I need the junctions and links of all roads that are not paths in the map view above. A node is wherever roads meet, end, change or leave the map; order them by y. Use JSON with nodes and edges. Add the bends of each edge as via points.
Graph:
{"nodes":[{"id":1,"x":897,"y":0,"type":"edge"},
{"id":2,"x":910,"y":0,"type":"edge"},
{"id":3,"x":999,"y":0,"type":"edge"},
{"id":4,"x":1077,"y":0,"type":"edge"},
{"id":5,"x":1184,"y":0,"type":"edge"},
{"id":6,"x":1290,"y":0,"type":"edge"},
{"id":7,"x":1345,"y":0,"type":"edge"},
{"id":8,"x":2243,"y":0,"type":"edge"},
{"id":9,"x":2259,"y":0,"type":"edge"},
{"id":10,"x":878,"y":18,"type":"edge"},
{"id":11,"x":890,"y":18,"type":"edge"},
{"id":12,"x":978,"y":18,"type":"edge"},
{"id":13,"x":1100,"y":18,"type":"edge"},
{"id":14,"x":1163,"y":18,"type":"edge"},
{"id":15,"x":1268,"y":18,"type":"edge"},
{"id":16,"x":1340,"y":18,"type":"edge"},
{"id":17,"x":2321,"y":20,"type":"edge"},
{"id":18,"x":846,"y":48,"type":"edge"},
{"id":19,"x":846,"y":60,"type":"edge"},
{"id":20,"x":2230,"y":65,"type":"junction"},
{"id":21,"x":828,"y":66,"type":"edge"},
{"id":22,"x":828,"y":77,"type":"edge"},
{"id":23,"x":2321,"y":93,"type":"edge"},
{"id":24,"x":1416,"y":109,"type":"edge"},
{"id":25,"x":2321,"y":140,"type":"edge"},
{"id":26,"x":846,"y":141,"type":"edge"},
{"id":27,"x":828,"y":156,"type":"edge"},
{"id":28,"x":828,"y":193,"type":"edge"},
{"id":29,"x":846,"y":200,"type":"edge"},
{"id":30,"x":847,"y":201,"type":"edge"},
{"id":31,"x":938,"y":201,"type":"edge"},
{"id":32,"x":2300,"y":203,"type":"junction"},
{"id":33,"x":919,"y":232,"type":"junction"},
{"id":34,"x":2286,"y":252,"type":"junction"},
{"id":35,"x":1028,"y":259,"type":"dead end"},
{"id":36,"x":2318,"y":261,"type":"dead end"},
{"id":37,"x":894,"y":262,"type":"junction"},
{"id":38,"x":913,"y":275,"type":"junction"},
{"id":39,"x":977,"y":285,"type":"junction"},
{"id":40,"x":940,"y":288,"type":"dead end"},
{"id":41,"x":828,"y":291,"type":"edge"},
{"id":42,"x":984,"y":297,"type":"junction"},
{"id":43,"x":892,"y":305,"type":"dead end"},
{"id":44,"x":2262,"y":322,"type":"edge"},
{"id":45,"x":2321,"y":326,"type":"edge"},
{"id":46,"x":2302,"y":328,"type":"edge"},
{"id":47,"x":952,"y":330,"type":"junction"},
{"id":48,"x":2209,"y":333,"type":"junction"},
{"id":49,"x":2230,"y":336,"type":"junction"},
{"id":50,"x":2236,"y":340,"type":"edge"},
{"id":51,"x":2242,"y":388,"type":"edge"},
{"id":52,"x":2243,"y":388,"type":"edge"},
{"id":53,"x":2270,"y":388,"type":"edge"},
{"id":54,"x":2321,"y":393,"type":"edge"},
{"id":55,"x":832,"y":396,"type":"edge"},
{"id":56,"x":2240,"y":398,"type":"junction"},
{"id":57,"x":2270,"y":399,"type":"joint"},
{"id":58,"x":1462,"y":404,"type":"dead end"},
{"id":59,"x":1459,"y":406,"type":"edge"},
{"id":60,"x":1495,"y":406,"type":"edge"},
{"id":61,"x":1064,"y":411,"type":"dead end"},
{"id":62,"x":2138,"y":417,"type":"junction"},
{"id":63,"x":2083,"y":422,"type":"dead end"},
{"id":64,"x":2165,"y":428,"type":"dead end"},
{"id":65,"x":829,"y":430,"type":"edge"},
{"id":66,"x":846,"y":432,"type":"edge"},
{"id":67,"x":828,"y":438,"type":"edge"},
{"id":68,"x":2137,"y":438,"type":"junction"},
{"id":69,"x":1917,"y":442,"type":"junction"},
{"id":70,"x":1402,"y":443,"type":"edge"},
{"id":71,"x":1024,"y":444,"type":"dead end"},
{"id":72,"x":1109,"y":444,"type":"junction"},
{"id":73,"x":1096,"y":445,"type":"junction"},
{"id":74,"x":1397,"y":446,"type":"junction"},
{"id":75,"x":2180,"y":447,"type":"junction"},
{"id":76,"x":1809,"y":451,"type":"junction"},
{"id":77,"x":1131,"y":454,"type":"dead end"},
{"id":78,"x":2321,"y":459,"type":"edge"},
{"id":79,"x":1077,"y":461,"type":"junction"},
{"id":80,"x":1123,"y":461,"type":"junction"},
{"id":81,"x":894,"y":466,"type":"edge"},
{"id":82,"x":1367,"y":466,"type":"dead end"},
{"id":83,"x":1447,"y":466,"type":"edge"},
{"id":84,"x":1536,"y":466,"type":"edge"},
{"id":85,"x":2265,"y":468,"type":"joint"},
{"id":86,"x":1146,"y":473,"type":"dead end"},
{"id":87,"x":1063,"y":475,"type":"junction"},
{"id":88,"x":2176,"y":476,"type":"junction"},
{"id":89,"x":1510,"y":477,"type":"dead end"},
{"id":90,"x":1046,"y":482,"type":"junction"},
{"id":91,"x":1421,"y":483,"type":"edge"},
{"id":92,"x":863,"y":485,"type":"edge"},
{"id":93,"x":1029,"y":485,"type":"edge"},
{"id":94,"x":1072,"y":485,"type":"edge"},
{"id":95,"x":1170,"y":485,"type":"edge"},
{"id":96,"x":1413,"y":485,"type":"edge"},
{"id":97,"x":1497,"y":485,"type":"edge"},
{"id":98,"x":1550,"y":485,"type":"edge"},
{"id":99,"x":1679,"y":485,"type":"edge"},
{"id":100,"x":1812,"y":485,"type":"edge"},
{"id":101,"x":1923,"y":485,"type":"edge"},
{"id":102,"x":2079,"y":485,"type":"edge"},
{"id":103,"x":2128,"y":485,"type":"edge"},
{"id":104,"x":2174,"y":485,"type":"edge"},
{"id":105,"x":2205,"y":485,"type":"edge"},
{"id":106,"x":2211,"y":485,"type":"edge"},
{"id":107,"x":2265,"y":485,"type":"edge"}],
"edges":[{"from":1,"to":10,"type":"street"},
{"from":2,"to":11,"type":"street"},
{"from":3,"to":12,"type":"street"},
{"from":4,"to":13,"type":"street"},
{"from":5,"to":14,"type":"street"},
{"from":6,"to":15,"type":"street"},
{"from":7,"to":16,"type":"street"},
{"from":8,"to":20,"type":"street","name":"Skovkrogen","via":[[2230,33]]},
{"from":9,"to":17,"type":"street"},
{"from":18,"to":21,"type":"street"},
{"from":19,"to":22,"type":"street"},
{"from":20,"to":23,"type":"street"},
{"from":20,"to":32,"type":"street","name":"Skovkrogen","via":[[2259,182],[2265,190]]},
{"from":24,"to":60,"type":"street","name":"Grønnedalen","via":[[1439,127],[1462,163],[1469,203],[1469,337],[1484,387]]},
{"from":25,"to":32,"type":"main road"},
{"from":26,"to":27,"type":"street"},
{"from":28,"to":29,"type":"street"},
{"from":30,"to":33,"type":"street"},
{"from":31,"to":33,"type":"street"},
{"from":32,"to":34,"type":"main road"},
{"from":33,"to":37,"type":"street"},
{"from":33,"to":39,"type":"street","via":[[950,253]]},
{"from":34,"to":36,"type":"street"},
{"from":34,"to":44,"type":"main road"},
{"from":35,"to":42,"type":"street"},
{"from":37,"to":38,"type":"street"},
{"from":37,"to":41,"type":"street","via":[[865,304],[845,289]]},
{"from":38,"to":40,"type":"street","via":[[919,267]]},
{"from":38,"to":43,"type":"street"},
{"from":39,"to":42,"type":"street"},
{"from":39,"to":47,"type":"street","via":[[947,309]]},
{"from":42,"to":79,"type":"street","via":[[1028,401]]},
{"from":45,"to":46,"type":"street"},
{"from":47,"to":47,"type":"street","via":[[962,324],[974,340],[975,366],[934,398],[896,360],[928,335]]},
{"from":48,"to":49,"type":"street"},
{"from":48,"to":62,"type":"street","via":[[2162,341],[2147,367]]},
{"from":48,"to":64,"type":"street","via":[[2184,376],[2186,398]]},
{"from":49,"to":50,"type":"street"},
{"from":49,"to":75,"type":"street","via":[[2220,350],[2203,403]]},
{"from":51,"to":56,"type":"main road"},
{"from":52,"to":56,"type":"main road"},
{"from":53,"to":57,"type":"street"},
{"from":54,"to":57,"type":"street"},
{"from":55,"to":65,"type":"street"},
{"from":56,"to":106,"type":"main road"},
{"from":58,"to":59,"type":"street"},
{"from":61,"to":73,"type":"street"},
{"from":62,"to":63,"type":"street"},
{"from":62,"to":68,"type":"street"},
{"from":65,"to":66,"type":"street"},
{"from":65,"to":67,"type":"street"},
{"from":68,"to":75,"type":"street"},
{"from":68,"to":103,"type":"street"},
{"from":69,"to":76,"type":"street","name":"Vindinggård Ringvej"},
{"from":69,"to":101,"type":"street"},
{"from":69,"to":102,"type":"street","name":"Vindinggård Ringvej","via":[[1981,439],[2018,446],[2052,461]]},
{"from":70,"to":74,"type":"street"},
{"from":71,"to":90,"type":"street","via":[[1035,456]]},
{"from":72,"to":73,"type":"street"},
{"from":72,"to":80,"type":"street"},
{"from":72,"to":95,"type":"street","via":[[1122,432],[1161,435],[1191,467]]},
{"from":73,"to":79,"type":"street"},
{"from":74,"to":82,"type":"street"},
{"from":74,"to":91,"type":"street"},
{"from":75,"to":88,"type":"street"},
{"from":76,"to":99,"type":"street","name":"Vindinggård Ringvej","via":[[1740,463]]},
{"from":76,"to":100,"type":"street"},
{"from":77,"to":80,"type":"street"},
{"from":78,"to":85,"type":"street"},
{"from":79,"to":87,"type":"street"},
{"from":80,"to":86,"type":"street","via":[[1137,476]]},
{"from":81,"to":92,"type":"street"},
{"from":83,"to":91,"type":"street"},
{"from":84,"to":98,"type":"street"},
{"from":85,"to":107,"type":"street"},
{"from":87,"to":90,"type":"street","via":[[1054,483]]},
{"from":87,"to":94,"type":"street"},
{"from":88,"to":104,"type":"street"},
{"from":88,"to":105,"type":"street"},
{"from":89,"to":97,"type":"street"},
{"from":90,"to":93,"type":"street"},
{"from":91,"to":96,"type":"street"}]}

[What to produce]
Every line with the string "joint" in the material should be returned.

[Output below]
{"id":57,"x":2270,"y":399,"type":"joint"},
{"id":85,"x":2265,"y":468,"type":"joint"},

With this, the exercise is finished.